I knew that birdfeeders were known to encourage rats. I thought that having the bird feeder hanging six feet from the ground was rat control enough. What a fool.
I now know that rats can virtually run up a wall that has any texture at all. They can access a roof by tightrope walking along power lines. They can climb trees like squirrels and are not afraid to hang on to tiny end branches and drop down on a target birdfeeder. Rats can also jump several feet up and across a space.
The Dilemma-Rats or Birds.
The water line chewing also presented a dilemma, a problem faced by many people who want to get rid of rats but continue to feed birds.
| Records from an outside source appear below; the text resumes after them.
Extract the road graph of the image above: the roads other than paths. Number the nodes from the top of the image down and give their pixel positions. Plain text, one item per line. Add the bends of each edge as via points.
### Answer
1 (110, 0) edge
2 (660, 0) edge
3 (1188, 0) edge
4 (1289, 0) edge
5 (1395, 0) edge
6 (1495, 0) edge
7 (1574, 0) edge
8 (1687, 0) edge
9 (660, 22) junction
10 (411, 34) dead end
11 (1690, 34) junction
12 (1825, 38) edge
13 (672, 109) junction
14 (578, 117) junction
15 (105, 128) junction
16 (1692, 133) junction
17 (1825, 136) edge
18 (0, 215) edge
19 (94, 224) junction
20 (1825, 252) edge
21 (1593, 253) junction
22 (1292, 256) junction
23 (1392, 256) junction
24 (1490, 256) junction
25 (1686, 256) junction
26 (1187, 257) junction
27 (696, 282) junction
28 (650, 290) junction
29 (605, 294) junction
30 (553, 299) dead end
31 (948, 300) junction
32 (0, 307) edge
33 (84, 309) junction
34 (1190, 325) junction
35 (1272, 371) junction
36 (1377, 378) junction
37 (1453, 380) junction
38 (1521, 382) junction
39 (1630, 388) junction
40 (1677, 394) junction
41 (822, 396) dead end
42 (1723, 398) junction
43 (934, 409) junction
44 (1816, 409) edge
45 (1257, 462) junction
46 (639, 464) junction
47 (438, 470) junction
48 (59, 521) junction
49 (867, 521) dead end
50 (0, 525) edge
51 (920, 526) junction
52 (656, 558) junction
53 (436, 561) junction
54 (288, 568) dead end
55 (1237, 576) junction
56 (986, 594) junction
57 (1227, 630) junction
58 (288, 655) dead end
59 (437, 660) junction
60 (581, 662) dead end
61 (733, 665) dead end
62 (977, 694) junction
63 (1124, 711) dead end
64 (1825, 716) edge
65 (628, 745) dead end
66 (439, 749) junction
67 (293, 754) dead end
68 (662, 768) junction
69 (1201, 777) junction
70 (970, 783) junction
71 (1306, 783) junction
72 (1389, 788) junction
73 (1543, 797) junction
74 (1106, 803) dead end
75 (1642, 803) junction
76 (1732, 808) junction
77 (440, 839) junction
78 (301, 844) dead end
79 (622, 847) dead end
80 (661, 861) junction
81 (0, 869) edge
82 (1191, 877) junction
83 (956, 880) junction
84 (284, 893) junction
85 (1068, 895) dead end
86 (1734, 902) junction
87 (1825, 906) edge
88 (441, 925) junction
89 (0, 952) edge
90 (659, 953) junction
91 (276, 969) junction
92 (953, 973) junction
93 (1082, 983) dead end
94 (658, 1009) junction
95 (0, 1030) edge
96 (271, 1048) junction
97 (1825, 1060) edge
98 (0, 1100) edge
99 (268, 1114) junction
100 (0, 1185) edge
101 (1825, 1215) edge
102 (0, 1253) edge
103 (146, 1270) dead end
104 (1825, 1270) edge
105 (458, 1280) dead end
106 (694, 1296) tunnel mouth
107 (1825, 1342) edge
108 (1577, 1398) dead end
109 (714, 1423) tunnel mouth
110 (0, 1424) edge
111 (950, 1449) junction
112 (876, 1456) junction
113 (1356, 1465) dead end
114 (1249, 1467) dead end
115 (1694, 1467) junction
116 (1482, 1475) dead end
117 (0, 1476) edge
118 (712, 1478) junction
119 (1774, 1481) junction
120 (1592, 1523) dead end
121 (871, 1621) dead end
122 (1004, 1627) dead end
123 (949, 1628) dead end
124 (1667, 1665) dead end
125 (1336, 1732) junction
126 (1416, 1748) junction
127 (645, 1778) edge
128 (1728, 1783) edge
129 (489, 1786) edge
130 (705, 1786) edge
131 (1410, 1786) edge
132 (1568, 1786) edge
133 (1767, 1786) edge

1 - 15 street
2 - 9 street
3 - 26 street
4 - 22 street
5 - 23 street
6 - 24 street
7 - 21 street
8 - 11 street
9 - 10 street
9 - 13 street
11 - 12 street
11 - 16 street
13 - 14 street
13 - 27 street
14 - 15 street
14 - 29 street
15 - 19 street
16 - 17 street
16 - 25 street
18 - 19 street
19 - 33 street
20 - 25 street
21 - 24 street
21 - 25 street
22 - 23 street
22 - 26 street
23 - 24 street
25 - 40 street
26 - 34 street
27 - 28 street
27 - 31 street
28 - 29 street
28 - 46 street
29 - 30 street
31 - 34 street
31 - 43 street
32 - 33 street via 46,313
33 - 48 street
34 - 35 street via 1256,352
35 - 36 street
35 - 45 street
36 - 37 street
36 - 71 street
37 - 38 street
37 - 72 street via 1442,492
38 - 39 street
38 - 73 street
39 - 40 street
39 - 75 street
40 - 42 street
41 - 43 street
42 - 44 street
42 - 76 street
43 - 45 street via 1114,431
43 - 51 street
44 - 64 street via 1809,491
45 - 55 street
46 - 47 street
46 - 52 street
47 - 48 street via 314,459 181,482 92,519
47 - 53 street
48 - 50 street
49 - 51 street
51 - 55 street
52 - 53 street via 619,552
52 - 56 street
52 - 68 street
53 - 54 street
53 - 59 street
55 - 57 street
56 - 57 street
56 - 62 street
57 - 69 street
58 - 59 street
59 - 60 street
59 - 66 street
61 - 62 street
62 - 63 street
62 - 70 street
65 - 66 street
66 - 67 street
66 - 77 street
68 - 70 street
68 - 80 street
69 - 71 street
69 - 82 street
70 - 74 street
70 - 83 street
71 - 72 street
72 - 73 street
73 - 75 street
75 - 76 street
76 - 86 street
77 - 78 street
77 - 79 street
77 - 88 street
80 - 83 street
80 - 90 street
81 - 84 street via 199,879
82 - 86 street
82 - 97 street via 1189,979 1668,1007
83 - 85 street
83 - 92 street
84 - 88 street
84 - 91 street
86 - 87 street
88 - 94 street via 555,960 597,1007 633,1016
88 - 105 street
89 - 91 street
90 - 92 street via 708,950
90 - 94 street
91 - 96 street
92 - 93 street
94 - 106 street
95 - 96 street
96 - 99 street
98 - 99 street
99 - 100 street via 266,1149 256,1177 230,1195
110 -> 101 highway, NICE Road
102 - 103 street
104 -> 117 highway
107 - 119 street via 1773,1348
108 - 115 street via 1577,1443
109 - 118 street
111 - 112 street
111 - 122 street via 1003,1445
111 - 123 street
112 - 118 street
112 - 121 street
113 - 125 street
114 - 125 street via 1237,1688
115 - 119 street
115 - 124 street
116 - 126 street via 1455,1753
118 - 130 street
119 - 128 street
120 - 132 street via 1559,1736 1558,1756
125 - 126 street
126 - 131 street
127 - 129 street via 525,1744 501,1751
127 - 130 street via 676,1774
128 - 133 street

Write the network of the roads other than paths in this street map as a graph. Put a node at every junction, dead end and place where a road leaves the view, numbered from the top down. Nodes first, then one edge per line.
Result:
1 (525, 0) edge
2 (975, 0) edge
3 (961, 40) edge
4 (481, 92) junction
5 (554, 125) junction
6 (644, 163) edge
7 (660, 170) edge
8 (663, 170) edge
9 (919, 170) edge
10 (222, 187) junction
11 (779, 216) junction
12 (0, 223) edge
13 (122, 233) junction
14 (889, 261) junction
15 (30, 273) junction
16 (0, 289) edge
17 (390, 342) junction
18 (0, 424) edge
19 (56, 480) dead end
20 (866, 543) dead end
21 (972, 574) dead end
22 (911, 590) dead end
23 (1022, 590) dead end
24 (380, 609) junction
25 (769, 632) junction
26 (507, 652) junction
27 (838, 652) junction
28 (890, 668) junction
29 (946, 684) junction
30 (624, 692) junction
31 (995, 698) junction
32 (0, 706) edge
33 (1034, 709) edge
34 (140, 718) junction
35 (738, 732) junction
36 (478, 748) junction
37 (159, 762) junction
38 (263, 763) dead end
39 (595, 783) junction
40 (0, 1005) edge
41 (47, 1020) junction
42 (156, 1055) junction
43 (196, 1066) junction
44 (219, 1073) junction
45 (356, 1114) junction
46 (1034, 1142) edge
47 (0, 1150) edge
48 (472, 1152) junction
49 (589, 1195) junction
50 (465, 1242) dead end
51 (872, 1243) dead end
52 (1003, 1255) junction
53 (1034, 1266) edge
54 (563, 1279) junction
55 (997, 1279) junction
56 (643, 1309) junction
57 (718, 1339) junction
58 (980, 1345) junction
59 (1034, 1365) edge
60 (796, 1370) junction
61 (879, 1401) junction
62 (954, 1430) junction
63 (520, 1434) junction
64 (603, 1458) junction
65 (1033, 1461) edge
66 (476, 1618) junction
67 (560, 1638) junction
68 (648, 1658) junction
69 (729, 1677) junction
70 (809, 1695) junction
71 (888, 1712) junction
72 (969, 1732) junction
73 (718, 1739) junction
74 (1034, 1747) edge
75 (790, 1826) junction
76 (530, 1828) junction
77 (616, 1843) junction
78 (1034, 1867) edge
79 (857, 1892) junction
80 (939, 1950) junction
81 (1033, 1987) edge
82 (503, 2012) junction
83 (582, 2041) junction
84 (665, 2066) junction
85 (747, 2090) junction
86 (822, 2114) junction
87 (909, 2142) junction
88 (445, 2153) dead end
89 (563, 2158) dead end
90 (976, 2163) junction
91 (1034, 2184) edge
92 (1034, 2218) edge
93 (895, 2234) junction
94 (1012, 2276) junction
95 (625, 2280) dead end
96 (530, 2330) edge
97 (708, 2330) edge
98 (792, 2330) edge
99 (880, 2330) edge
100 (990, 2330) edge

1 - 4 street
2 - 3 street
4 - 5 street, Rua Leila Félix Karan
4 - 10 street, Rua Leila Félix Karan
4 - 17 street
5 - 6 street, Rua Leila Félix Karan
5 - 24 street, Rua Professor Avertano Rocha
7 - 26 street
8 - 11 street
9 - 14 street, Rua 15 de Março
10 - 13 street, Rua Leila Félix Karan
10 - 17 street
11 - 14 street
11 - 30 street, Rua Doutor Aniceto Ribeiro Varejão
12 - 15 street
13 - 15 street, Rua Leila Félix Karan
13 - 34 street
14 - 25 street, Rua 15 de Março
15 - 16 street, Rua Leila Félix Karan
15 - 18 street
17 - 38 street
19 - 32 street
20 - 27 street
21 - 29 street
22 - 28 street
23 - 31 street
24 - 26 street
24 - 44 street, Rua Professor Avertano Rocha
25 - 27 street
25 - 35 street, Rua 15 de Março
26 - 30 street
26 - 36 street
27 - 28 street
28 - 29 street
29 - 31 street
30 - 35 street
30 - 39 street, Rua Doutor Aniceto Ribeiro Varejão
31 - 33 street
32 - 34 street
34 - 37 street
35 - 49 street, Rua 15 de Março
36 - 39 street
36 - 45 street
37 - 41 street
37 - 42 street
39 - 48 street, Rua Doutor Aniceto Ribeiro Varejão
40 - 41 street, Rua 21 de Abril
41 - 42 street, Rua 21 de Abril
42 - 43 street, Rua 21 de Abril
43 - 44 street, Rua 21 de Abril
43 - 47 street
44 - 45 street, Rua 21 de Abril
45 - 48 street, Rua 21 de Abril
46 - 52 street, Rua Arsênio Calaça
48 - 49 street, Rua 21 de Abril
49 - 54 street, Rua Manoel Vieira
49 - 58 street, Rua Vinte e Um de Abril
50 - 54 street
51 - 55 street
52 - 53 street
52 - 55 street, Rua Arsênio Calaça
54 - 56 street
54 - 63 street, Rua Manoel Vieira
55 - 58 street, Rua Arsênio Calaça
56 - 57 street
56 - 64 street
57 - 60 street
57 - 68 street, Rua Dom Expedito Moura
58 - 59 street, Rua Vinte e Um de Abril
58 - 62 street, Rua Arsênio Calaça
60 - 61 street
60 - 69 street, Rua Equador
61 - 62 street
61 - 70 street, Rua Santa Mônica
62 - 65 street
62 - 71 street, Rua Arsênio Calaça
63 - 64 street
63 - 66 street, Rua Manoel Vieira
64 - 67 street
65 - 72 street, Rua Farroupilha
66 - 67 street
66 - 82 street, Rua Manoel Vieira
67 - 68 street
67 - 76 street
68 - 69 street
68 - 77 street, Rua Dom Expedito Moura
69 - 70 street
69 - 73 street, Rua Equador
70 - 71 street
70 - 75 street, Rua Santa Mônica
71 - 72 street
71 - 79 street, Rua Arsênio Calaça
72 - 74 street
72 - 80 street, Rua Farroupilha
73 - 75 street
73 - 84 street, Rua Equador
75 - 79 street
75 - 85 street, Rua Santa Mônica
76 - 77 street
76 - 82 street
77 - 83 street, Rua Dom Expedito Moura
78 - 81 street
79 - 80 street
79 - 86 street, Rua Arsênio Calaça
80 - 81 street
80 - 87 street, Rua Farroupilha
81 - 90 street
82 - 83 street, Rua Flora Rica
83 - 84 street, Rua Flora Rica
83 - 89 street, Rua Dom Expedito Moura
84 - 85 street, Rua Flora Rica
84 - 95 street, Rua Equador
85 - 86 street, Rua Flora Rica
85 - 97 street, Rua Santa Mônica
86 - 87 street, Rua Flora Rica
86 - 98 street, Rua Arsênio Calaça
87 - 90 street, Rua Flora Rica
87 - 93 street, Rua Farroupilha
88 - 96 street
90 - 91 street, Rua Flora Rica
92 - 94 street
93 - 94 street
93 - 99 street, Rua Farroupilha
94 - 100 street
I wanted to keep my bird feeder but the more research I did on rat control the less possible it seemed.
There is a well developed concept that once you begin feeding birds you must be sure to maintain a constant food supply. The birds become dependant they say, and you wouldn't want to be responsible for starving a chickadee flock would you?
It's a great birdseed marketing idea. But this idea of bird dependency is probably a root cause of rat related bird feeder problems so lets take a second look. Do birds really become dependant on your birdseed and, if so, do you really want to make them dependant? What happens if you move, get sick or for some other reason are unable to stock the bird feeder?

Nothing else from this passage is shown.